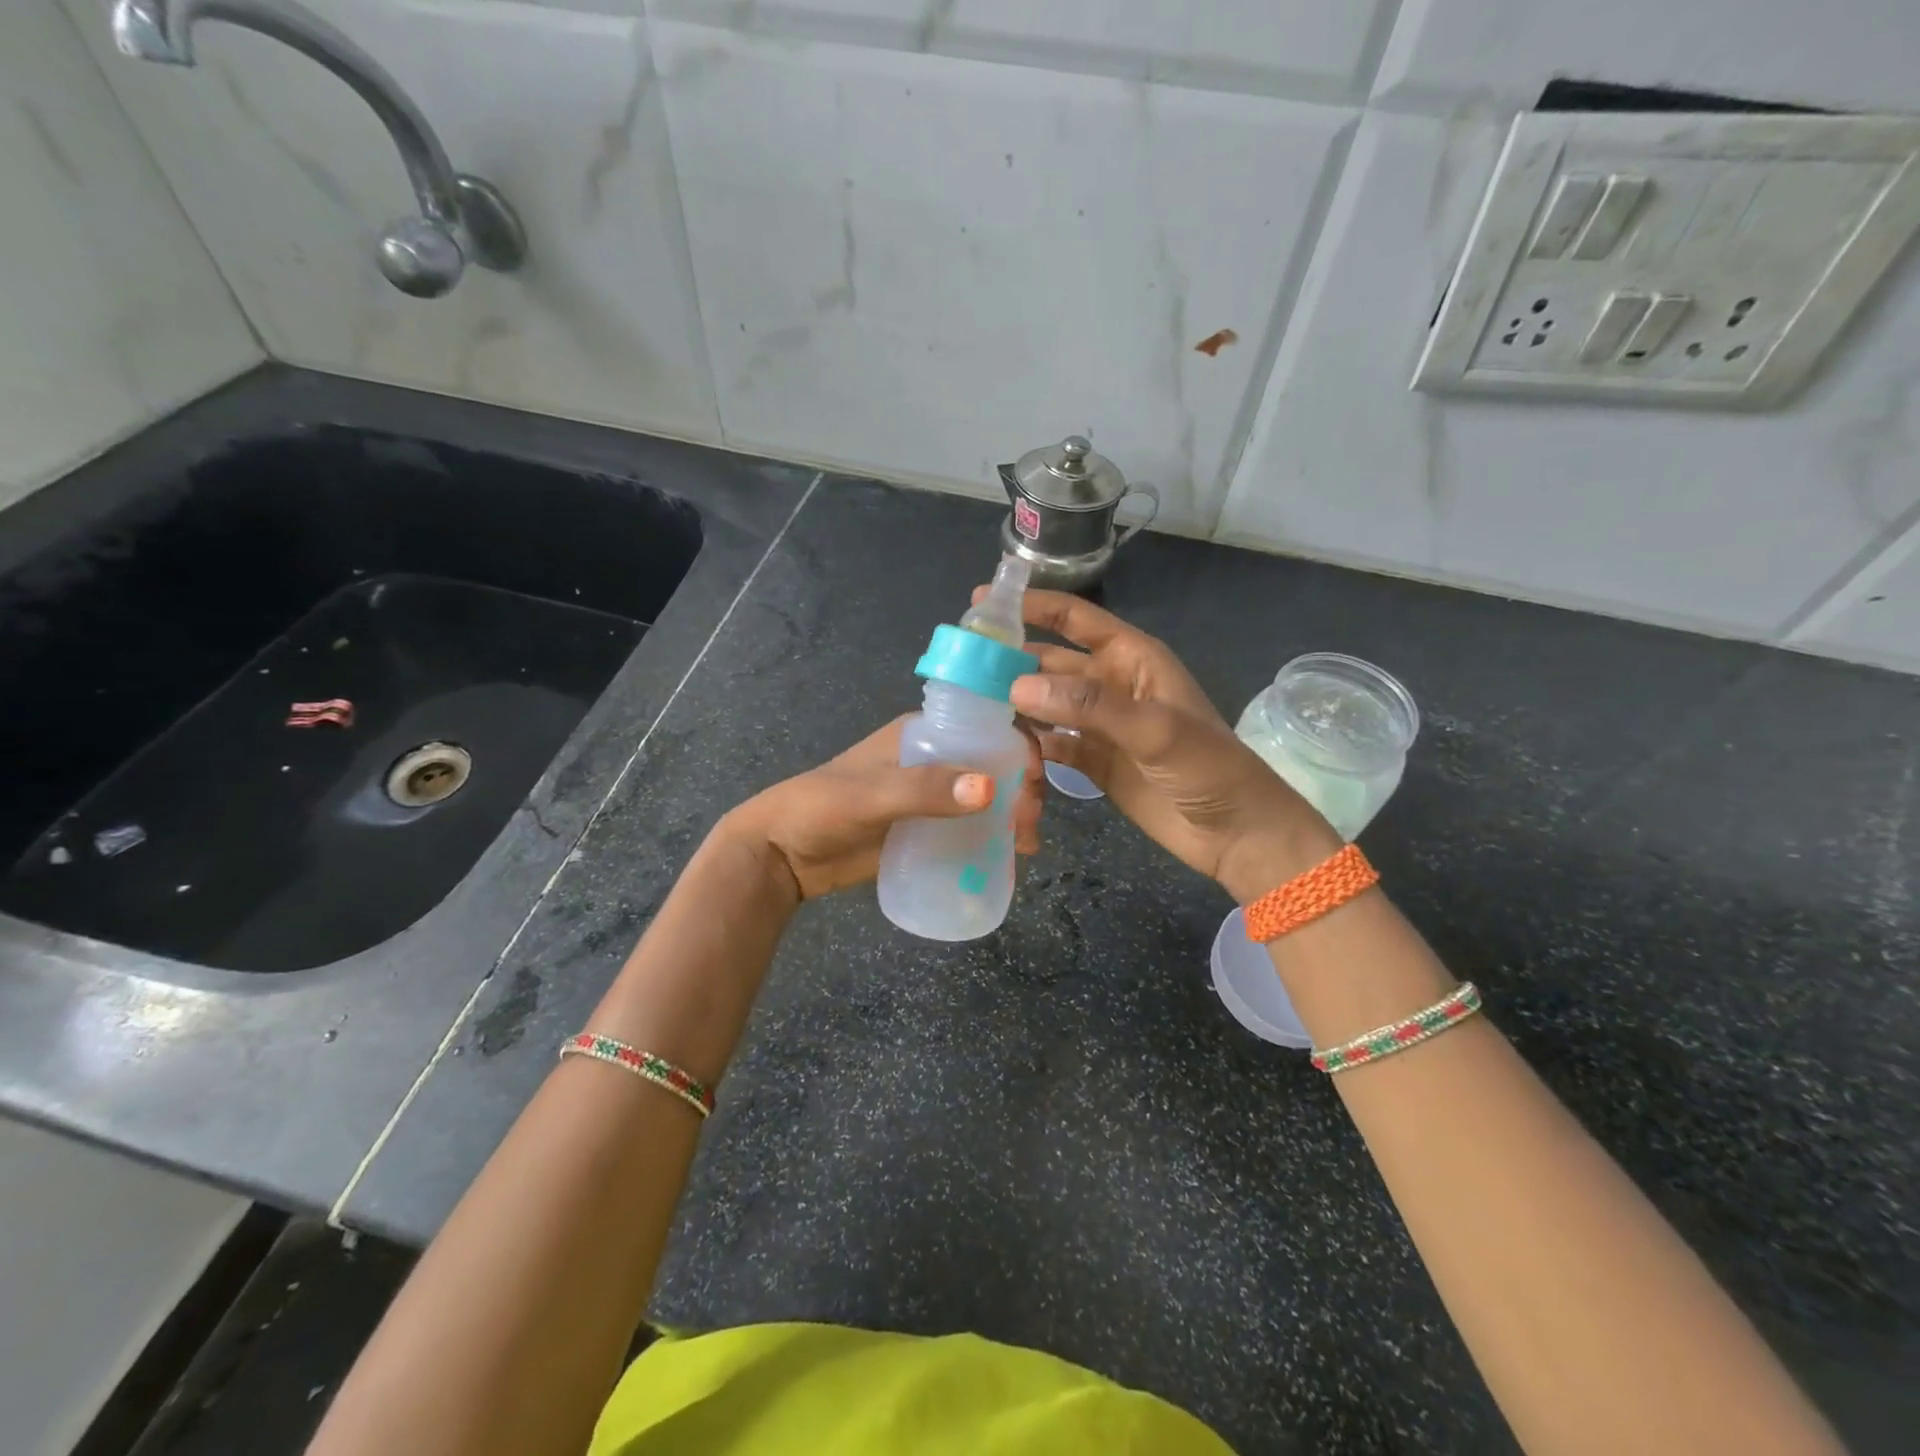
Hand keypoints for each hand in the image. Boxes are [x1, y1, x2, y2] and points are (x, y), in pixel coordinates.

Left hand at [719, 716, 1044, 902]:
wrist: (782, 855)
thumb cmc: (821, 809)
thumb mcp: (871, 795)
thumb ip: (925, 791)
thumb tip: (990, 788)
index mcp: (921, 734)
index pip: (984, 727)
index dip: (1018, 747)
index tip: (1034, 782)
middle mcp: (932, 760)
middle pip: (993, 764)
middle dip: (1021, 787)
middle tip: (1028, 824)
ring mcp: (930, 797)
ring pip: (987, 797)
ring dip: (1012, 815)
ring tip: (1025, 845)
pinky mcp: (925, 830)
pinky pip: (969, 829)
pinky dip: (993, 838)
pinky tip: (1009, 858)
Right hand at [995, 588, 1339, 900]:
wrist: (1236, 834)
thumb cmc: (1209, 769)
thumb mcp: (1155, 730)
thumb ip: (1089, 706)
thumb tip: (1017, 687)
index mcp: (1133, 660)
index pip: (1076, 621)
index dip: (1034, 606)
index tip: (983, 603)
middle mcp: (1112, 686)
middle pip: (1052, 663)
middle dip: (1012, 662)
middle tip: (960, 668)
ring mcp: (1101, 726)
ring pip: (1047, 706)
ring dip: (1016, 707)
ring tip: (970, 710)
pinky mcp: (1094, 762)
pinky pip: (1052, 745)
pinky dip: (1030, 747)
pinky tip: (1002, 751)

·····

→ **PROBLEM TO WORK ON**
Print exactly the line containing "ring dip: (1016, 707)" and every line after it through the end of the records above, and nothing else.

→ **EXERCISE RESPONSE**
ring dip: (1016, 707)
ring tip: (970, 710)
pinky mcp: (1094, 762)
pinky pip: (1052, 745)
pinky dip: (1030, 747)
pinky tip: (1002, 751)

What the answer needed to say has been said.